May 26, 2004
Home of the Dumb Question: How outbound VOIP works
I’ve been a happy but puzzled Vonage user. I thought I understood pretty well how VOIP (Voice over Internet Protocol) calls make it from my telephone onto the Internet, but I couldn’t figure out how they snake their way back into the phone system to ring a non-VOIP phone in, say, Malaysia (or Roxbury, for that matter). So, I called Vonage and asked them.
When you subscribe to Vonage, you get a modem that plugs into your cable/DSL modem. You plug a plain old phone into the Vonage modem so it can convert the phone’s analog signal into digital, package it into the sorts of packets the Internet expects, pat them on the tush and send them on their way. As Louis Holder, Vonage’s Executive Vice President of Product Development, explained, Vonage has done deals with phone companies in each of the cities where you can get Vonage service. The phone companies sell phone numbers to Vonage that Vonage then offers its subscribers. When a call comes in for a Vonage subscriber, the phone company sends it to a Vonage gateway co-located at the site, treating Vonage as one of its customers. The gateway then sends the call to the appropriate subscriber’s telephone.
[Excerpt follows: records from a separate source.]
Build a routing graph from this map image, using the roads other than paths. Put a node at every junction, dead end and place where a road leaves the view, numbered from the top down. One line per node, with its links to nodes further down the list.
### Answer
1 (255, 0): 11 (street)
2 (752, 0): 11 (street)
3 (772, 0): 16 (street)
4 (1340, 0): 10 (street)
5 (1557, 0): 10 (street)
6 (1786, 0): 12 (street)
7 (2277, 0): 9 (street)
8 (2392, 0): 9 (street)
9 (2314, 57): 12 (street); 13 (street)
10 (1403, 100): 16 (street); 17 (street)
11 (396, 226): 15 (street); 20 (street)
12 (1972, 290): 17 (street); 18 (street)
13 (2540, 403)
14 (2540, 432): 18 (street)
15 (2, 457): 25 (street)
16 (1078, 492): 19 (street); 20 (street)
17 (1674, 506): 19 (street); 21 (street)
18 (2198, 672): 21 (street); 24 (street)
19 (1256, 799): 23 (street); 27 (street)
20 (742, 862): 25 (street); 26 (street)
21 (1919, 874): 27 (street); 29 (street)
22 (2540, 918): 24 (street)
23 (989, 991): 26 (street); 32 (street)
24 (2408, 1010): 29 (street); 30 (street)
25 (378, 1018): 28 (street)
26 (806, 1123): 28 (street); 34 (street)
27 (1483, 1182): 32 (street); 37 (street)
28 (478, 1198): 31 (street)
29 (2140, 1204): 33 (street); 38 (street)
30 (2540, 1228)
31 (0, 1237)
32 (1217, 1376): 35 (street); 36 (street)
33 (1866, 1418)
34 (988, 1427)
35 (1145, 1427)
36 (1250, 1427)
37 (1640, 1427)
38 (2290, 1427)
But how about when a Vonage customer calls someone who isn’t a Vonage customer? Suppose I want to call someone in Malaysia? Vonage has done deals with companies such as Qwest and GlobalCrossing around the world, installing gateways that turn digital signals back into analog for local delivery. With the Internet, not only is all politics local, but so are all phone calls.
When I asked Louis how Vonage is doing as the telephone companies begin to roll out their own VOIP plans, he said that things are going great. “We’re able to pick the best rates for each market,” he said, explaining why it’s $0.02/minute to Hong Kong but $0.04 to Copenhagen. About the Big Boy competitors now offering the service, he added: “Their first year will be spend fixing bugs.”
By the way, I asked how they pronounce “VOIP” inside Vonage. It’s “voip” as in “void,” although they spell it out for newbies and customers. Now if we can only decide how we want to pronounce “GIF”…
[I am 100% certain I have gotten something wrong here. I’m sure you will tell me what.]